● **WHAT NEEDS TO BE DONE**: Repeat every record below, word for word.

[Stored data]
-=-=-=-=-

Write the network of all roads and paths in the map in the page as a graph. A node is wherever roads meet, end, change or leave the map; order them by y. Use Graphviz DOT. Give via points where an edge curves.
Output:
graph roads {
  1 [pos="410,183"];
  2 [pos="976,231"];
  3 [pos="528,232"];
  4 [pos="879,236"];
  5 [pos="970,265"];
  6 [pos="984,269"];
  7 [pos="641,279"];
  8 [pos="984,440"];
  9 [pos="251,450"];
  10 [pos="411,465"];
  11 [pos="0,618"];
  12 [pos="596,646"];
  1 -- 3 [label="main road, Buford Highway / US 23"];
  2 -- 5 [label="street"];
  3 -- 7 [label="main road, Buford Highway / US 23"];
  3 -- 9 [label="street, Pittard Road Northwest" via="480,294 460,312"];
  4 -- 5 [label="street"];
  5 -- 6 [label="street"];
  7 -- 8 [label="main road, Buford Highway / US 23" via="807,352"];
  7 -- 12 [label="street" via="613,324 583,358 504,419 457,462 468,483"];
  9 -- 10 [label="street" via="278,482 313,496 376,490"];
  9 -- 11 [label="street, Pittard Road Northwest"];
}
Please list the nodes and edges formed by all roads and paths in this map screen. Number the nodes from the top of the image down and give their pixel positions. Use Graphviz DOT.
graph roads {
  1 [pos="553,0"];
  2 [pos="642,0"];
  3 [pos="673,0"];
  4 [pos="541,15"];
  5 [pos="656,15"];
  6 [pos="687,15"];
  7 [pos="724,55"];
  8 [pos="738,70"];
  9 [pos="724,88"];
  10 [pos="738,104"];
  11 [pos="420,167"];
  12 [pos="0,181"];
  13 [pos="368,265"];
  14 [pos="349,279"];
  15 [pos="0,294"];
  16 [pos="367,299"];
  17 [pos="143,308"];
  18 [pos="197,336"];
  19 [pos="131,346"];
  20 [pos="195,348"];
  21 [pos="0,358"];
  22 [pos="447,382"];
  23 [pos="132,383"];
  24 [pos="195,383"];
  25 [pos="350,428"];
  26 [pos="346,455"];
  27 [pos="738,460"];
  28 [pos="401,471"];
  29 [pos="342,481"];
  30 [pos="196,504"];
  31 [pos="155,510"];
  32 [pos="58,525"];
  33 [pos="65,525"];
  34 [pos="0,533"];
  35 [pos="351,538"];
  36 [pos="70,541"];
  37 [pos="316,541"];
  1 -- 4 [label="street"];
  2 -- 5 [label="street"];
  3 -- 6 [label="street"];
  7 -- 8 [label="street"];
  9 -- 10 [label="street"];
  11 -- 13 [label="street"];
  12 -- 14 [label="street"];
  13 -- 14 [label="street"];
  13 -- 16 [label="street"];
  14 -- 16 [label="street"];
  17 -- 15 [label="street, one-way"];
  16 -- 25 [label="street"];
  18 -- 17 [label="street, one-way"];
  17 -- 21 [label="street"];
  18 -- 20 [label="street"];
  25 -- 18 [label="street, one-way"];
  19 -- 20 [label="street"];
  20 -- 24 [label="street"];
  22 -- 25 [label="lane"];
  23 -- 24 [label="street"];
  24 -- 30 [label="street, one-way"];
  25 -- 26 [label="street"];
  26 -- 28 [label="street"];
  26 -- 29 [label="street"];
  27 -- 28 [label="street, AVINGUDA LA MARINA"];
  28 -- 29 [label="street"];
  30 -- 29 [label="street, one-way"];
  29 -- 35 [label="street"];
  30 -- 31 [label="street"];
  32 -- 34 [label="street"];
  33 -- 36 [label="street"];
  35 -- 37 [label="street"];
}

-=-=-=-=-

● **RESPONSE AREA**:
Write the network of all roads and paths in the map in the page as a graph. A node is wherever roads meet, end, change or leave the map; order them by y. Use Graphviz DOT. Give via points where an edge curves.
Output:
graph roads {
  1 [pos="410,183"];
  2 [pos="976,231"];
  3 [pos="528,232"];
  4 [pos="879,236"];
  5 [pos="970,265"];
  6 [pos="984,269"];
  7 [pos="641,279"];
  8 [pos="984,440"];
  9 [pos="251,450"];
  10 [pos="411,465"];
  11 [pos="0,618"];
  12 [pos="596,646"];
  1 -- 3 [label="main road, Buford Highway / US 23"];
  2 -- 5 [label="street"];
  3 -- 7 [label="main road, Buford Highway / US 23"];
  3 -- 9 [label="street, Pittard Road Northwest" via="480,294 460,312"];
  4 -- 5 [label="street"];
  5 -- 6 [label="street"];
  7 -- 8 [label="main road, Buford Highway / US 23" via="807,352"];
  7 -- 12 [label="street" via="613,324 583,358 504,419 457,462 468,483"];
  9 -- 10 [label="street" via="278,482 313,496 376,490"];
  9 -- 11 [label="street, Pittard Road Northwest"];
}
Please list the nodes and edges formed by all roads and paths in this map screen. Number the nodes from the top of the image down and give their pixel positions. Use Graphviz DOT.
graph roads {
  1 [pos="553,0"];
  2 [pos="642,0"];
  3 [pos="673,0"];
  4 [pos="541,15"];
  5 [pos="656,15"];
  6 [pos="687,15"];
  7 [pos="724,55"];
  8 [pos="738,70"];
  9 [pos="724,88"];
  10 [pos="738,104"];
  11 [pos="420,167"];
  12 [pos="0,181"];
  13 [pos="368,265"];
  14 [pos="349,279"];
  15 [pos="0,294"];
  16 [pos="367,299"];
  17 [pos="143,308"];
  18 [pos="197,336"];
  19 [pos="131,346"];
  20 [pos="195,348"];
  21 [pos="0,358"];
  22 [pos="447,382"];
  23 [pos="132,383"];
  24 [pos="195,383"];
  25 [pos="350,428"];
  26 [pos="346,455"];
  27 [pos="738,460"];
  28 [pos="401,471"];
  29 [pos="342,481"];
  30 [pos="196,504"];
  31 [pos="155,510"];
  32 [pos="58,525"];
  33 [pos="65,525"];
  34 [pos="0,533"];
  35 [pos="351,538"];
  36 [pos="70,541"];
  37 [pos="316,541"];
  1 -- 4 [label="street"];
  2 -- 5 [label="street"];
  3 -- 6 [label="street"];
  7 -- 8 [label="street"];
  9 -- 10 [label="street"];
  11 -- 13 [label="street"];
  12 -- 14 [label="street"];
  13 -- 14 [label="street"];
  13 -- 16 [label="street"];
  14 -- 16 [label="street"];
  17 -- 15 [label="street, one-way"];
  16 -- 25 [label="street"];
  18 -- 17 [label="street, one-way"];
  17 -- 21 [label="street"];
  18 -- 20 [label="street"];
  25 -- 18 [label="street, one-way"];
  19 -- 20 [label="street"];
  20 -- 24 [label="street"];
  22 -- 25 [label="lane"];
  23 -- 24 [label="street"];
  24 -- 30 [label="street, one-way"];
  25 -- 26 [label="street"];
  26 -- 28 [label="street"];
  26 -- 29 [label="street"];
  27 -- 28 [label="street, AVINGUDA LA MARINA"];
  28 -- 29 [label="street"];
  30 -- 29 [label="street, one-way"];
  29 -- 35 [label="street"];
  30 -- 31 [label="street"];
  32 -- 34 [label="street"];
  33 -- 36 [label="street"];
  35 -- 37 [label="street"];
}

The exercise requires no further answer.